Nos escritos do agora cadáver desliza um projeto marginal em sobras, desvios e demais incompletudes. Com a metamorfose significante de cada um, a poesia singular acontece em várias direções. Um projeto de paixão dominante deixa rastros na mensagem descontinuada a sustentar eventos. Ao perseguir novidades se reencontra com o velho álbum entreaberto.

Na multidão das promessas não cumpridas, se insinuam outras versões. Por esses intervalos sem fronteira uma fonte atualiza a arte de cuidar jardins. O evento peregrino oferece preenchimentos aos vãos desmerecidos.

A lógica dos excessos contém rumores de alargar limites e desconstruir estereótipos de perfeição. Suas evidências articulam blefes desconstrutivos de longo alcance.

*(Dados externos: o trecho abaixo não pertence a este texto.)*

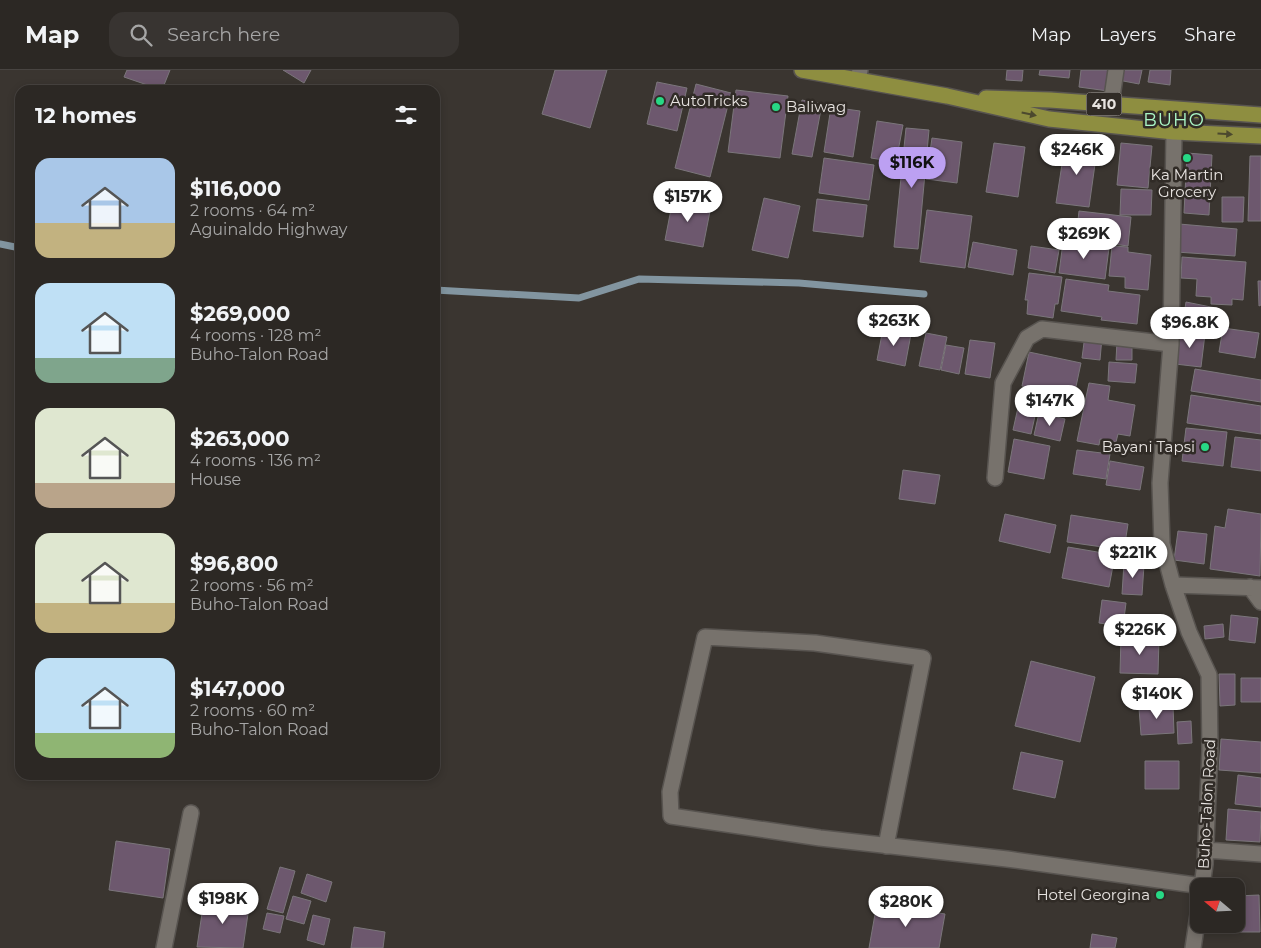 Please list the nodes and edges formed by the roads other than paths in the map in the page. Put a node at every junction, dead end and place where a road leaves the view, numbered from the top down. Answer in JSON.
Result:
{"nodes":[{"id":1,"x":1116,"y":70,"type":"edge"},
{"id":2,"x":808,"y":71,"type":"edge"},
{"id":3,"x":859,"y":75,"type":"edge"},
{"id":4,"x":947,"y":96,"type":"junction"},
{"id":5,"x":1111,"y":104,"type":"junction"},
{"id":6,"x":1261,"y":115,"type":"edge"},
{"id":7,"x":1174,"y":132,"type":"junction"},
{"id":8,"x":1261,"y":136,"type":"edge"},
{"id":9,"x":1172,"y":344,"type":"junction"},
{"id":10,"x":995,"y":478,"type":"dead end"},
{"id":11,"x":1173,"y":585,"type":"junction"},
{"id":12,"x":1255,"y":588,"type":"edge"},
{"id":13,"x":1261,"y":602,"type":"edge"},
{"id":14,"x":191,"y":813,"type":"dead end"},
{"id":15,"x":886,"y":846,"type":"junction"},
{"id":16,"x":1206,"y":850,"type":"junction"},
{"id":17,"x":1261,"y":854,"type":"edge"},
{"id":18,"x":1203,"y":878,"type":"edge"},
{"id":19,"x":1190,"y":884,"type":"edge"},
{"id":20,"x":1195,"y":933,"type":"edge"},
{"id":21,"x":164,"y":948,"type":"edge"},
{"id":22,"x":1193,"y":948,"type":"edge"}],
"edges":[{"from":1,"to":5,"type":"street"},
{"from":2,"to":3,"type":"main road","number":"410"},
{"from":3,"to":4,"type":"main road","number":"410"},
{"from":4,"to":5,"type":"main road","number":"410"},
{"from":4,"to":7,"type":"main road","number":"410","one_way":true},
{"from":5,"to":6,"type":"main road","number":"410"},
{"from":7,"to":8,"type":"main road","number":"410","one_way":true},
{"from":7,"to":9,"type":"street","name":"Buho-Talon Road"},
{"from":9,"to":10,"type":"street"},
{"from":9,"to":11,"type":"street","name":"Buho-Talon Road"},
{"from":11,"to":12,"type":"street"},
{"from":11,"to":16,"type":"street","name":"Buho-Talon Road"},
{"from":12,"to":13,"type":"street"},
{"from":14,"to":21,"type":"street"},
{"from":15,"to":15,"type":"street"},
{"from":15,"to":19,"type":"street"},
{"from":16,"to":17,"type":"street"},
{"from":16,"to":18,"type":"street","name":"Buho-Talon Road"},
{"from":20,"to":22,"type":"street"}]}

Essas poéticas restariam intocadas, não fora a encenação subversiva a transgredir certezas. O mundo da terapia inclui o saber de que as raridades, muitas vezes, só possuem nitidez quando vistas de longe.

Semelhante as ventanias em ânimos de revolta, a perspectiva desconsiderada se movimenta noutras direções. Incrível as pessoas capazes de autogenia no curso de uma só idéia, antes de concluí-la já é outra. Uma epistemologia difusa se realiza na interseção entre ordem e caos. Nesses casos, talvez o discurso filosófico consiga trazer das lonjuras reflexivas a linguagem simples das coisas profundas.

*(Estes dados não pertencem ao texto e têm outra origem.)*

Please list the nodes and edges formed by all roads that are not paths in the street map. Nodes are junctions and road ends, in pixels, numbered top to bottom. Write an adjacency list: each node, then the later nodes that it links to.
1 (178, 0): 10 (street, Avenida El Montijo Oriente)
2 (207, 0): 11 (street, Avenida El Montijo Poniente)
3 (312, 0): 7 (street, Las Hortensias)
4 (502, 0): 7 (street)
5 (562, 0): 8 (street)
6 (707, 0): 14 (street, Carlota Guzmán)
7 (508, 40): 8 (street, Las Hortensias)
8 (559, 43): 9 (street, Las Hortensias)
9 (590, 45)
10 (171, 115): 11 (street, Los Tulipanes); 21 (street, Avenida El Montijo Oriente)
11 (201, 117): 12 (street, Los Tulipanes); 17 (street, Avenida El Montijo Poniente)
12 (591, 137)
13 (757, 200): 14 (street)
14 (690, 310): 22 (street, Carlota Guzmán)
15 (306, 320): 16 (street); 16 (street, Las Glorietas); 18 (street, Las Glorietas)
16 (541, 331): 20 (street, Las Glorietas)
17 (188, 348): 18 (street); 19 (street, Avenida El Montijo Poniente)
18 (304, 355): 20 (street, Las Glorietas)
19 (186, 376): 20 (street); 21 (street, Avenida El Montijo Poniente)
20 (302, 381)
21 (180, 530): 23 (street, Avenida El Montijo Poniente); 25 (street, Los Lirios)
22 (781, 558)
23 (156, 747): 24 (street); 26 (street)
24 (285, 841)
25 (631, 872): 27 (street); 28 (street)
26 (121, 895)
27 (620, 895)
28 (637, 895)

Em Autran Dourado: “O bom do meu mestre imaginário era que ele não tinha idade. Era mutável como o vento (...). Contraditório e mesmo absurdo, Erasmo Rangel não tinha a virtude pequeno-burguesa de querer ter sempre razão, ser definitivo, conseqüente. ‘Graças a Deus’, dizia ele, ‘choco-me comigo mesmo, não sou sempre o mesmo.’”

Texto demarcado pelo contexto infrator e inacreditável, onde as vírgulas são cúmplices de algo por dizer. Mesmo assim, na multidão do instante, é possível ouvir o silêncio a insinuar desfechos. Ao terapeuta-artesão cabe esculpir sua obra numa interseção compreensiva, lado a lado com o outro em busca de melhores dias.

Na pessoa plural, a menção dos termos agendados aponta em múltiplas direções interpretativas. Assim como o leitor interfere no texto com sua leitura, o clínico não sai ileso na relação com o sujeito sob seus cuidados. A atividade do Filósofo Clínico também refere uma elucidação para desenvolver autonomias.

Ao sabor incerto das inéditas regiões, um personagem é capaz de múltiplos papéis. Mais que alimentar convicções sustenta dúvidas, especulações, sugere procuras. Nesse sentido, importa mais ultrapassar a primeira vista, onde nada se via, para voltar e superar a sensação de estrangeiro diante do próprio olhar.

O sonho do poeta internado se embala na embriaguez vertiginosa das miragens. A arte de pensar sem tipologias encontra aliados na descontinuidade dos ímpetos narrativos. A eficácia da descrição substitutiva está em ampliar o teor do discurso original. Nele se reinventa a desrazão em poéticas do amanhã.